To obviate such problems there has been invented QND: quantum non-demolition measurements. Since conjugate variables like momentum and position, energy and time, amplitude and phase, etc. are "conjugate" variables, a measurement of one necessarily perturbs the other. Only on the scale where Planck's constant tends to zero, do such effects become unnoticeable. However, on the scale LIGO is making its measurements, there should definitely be a lower limit on the experimental precision of measurement.
First, and foremost, the wavelength of a gravitational wave must be smaller than the uncertainty in its position. Since gravitational waves are extremely low frequency of the order of 60 Hz, their wavelengths far exceed the 4 km interferometer arms that LIGO has constructed. With respect to the gravitational waves, the interferometer is a mere speck, so how the arms of the interferometer distinguish between the type of polarizations?
QND seeming gets around such problems by claiming that the position measurements of the mirrors does not disturb their momenta. According to Braginsky and Thorne, in Quantum Measurement, "A central feature of gravitational waves is their extremely weak interactions with matter...the weakness of the interaction guarantees that there is almost no back reaction of the probe on the gravitational wave field. As a result, the gravitational wave acts on the probe as though it were a classical force."

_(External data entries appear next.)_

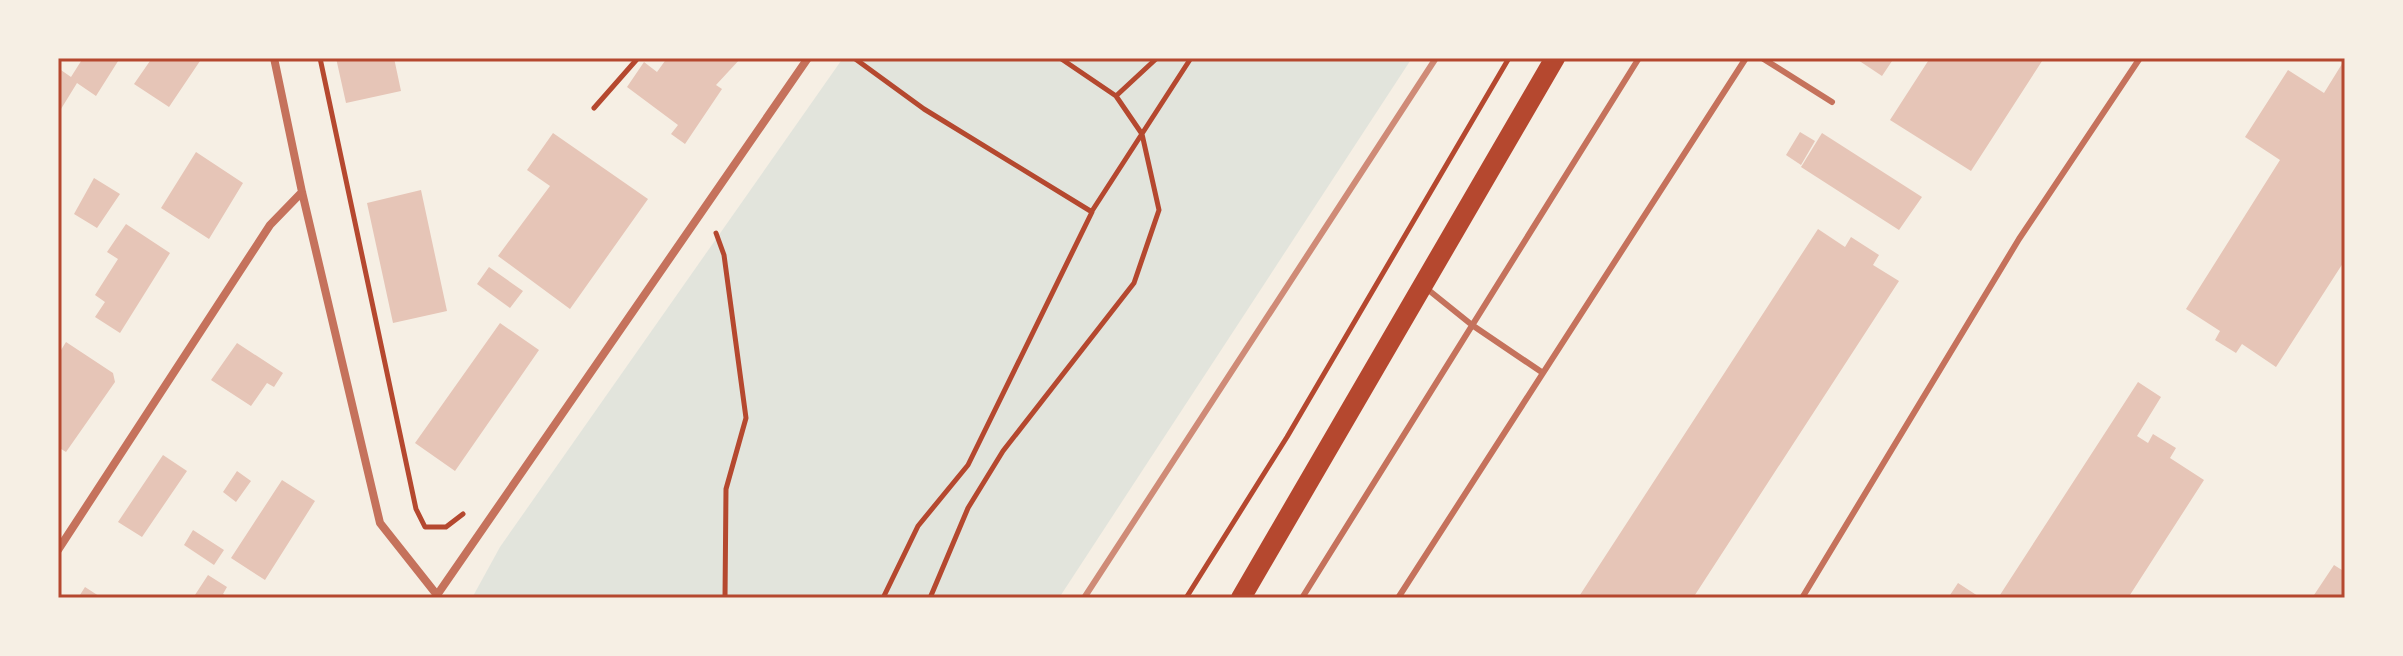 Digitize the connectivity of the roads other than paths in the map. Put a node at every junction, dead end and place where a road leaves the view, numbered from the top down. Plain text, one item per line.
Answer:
1 (274, 58) edge
2 (808, 58) edge
3 (1555, 58) edge
4 (1639, 58) edge
5 (1746, 58) edge
6 (1762, 58) edge
7 (2140, 58) edge
8 (1832, 102) dead end
9 (302, 192) junction
10 (1421, 284) junction
11 (1472, 325) junction
12 (1543, 373) junction
13 (58, 550) edge
14 (436, 596) edge
15 (1241, 598) edge
16 (1302, 598) edge
17 (1398, 598) edge
18 (1802, 598) edge

1 - 9 street
2 - 14 street
3 - 10 main road
4 - 11 lane
5 - 12 lane
6 - 8 lane
7 - 18 lane
9 - 13 street
9 - 14 street
10 - 11 lane
10 - 15 main road
11 - 12 lane
11 - 16 lane
12 - 17 lane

The analogy with radiation pressure is used--with disastrous consequences. The claim is that by taking a long enough time, and a weak enough force that one can measured to any "desired sensibility." It is therefore "necessary to register the pressure produced by a few quanta, and this is an extremely small pressure..." Have these authors ever tried to measure the pressure of a single molecule in a closed box?
The long time limit is also a double-edge sword since in such a long time, thermal equilibrium will have certainly been secured and with it all the effects created by thermal, white noise. There is no way of beating the roulette table, for in the long run, the odds are with the house. As with all of LIGO's inventions to avoid the inevitable consequences of flaws in its measurements, you can beat first principles.
In "Noise residuals for GW150914 using maximum likelihood and numerical relativity templates," (arXiv: 1903.02401) authors A D Jackson, H Liu, and P Naselsky conclude:
Finally, we wish to stress that the present manuscript should not be regarded as either an endorsement of or a challenge to the interpretation of GW150914 as a BBH merger or any other manifestation of gravitational waves. In our view, the physical interpretation of this event remains open. In this sense, we remain convinced that data must be analyzed and a best common signal determined without a priori biases and preconceptions before theoretical models are invoked. It is a truism that, if gravitational waves are all you look for, gravitational waves are all you will ever find.
Never has a truer word been spoken
They as us to keep in mind
The presence of statistically significant correlations in the Hanford and Livingston residuals is sufficient to eliminate any proposed waveform (e.g., the NR [numerical relativity] template of ) from further consideration. The absence of such residual correlations does not provide any evidence that the proposed waveform is correct.